On the Authority of the Legal Tradition in Contemporary Jewish and Muslim Discourses through the Example of Interreligious Marriage
This research project addresses the question of how contemporary Jewish and Muslim denominations renegotiate the authority of their respective legal traditions. The focus here lies on the issue of interreligious marriages, which once counted as unnegotiable in both religions, but is today interpreted in different ways. Proceeding from the observation that both religions established binding legal norms in the premodern era, and that these norms were increasingly questioned in the modern era, the project examines how the various denominations – orthodox, conservative/traditional, and reform-oriented – deal with these challenges.
A comparison reveals that both traditions, although they were subject to different historical developments, reacted in a structurally similar way: through rejection, preservation, or mediation between tradition and modernity. Thus, for example, inner-Jewish debates on the authoritativeness of religious norms already began in the early nineteenth century in the context of emancipation and the Enlightenment in Germany. This early confrontation with modernity led to the emergence of denominational divides between orthodox, conservative, and reform-oriented movements. By contrast, Muslim scholars were only confronted with comparable questions about a century later, under pressure from colonial invasions, which resulted in chronologically later but otherwise similar debates.

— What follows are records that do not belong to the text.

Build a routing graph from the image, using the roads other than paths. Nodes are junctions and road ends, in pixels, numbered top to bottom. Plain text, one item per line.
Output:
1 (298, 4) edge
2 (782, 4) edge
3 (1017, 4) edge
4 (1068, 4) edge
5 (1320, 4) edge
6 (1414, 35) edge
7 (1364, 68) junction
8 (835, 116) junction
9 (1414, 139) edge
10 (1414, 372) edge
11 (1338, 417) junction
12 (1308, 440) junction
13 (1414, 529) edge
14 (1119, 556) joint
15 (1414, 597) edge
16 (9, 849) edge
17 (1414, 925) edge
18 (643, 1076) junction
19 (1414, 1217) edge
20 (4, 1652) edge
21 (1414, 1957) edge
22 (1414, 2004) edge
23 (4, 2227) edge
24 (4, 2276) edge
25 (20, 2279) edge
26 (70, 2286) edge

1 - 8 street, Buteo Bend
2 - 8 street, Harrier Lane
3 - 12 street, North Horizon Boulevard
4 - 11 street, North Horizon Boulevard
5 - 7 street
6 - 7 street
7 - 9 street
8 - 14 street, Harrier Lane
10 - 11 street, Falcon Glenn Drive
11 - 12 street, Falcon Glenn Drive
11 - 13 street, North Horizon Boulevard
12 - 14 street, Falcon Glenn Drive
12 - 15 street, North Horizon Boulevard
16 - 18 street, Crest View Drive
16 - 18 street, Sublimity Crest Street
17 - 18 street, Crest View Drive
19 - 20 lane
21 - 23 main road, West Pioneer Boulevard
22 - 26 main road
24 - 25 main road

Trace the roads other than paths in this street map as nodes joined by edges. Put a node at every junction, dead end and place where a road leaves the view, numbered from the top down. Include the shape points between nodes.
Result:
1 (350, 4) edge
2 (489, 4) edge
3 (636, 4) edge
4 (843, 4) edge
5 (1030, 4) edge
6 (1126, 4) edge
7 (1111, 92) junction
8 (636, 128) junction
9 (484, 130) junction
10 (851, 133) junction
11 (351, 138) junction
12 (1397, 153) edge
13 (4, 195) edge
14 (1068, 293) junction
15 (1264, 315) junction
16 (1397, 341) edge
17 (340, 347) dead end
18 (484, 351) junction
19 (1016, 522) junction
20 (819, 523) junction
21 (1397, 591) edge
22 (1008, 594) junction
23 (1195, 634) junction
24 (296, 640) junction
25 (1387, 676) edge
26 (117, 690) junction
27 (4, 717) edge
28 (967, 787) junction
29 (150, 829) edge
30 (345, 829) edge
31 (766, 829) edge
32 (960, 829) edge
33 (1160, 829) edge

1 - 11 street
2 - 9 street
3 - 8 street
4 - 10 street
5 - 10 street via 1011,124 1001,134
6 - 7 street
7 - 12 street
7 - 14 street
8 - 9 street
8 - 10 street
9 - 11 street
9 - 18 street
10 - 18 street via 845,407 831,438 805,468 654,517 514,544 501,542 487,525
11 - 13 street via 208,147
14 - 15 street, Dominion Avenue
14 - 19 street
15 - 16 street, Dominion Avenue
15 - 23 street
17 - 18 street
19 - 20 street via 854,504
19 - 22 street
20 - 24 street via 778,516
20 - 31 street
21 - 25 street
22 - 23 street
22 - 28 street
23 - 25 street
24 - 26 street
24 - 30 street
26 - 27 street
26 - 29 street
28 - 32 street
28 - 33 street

The investigation distinguishes between deontological (compulsory) and epistemic (advisory) authority in religious teachings and analyzes how various movements deal with these categories. Upon closer inspection, attitudes to interreligious marriages turn out not to be primarily concerned with tolerance or intolerance toward people of other faiths, but rather with the protection of one’s religious identity, which is intended to ensure the endurance of one’s own community.
Through its comparative analysis of individual scholars from the nineteenth and twentieth centuries, the project contributes to a nuanced perspective on contemporary processes of negotiating between tradition and modernity in both religions.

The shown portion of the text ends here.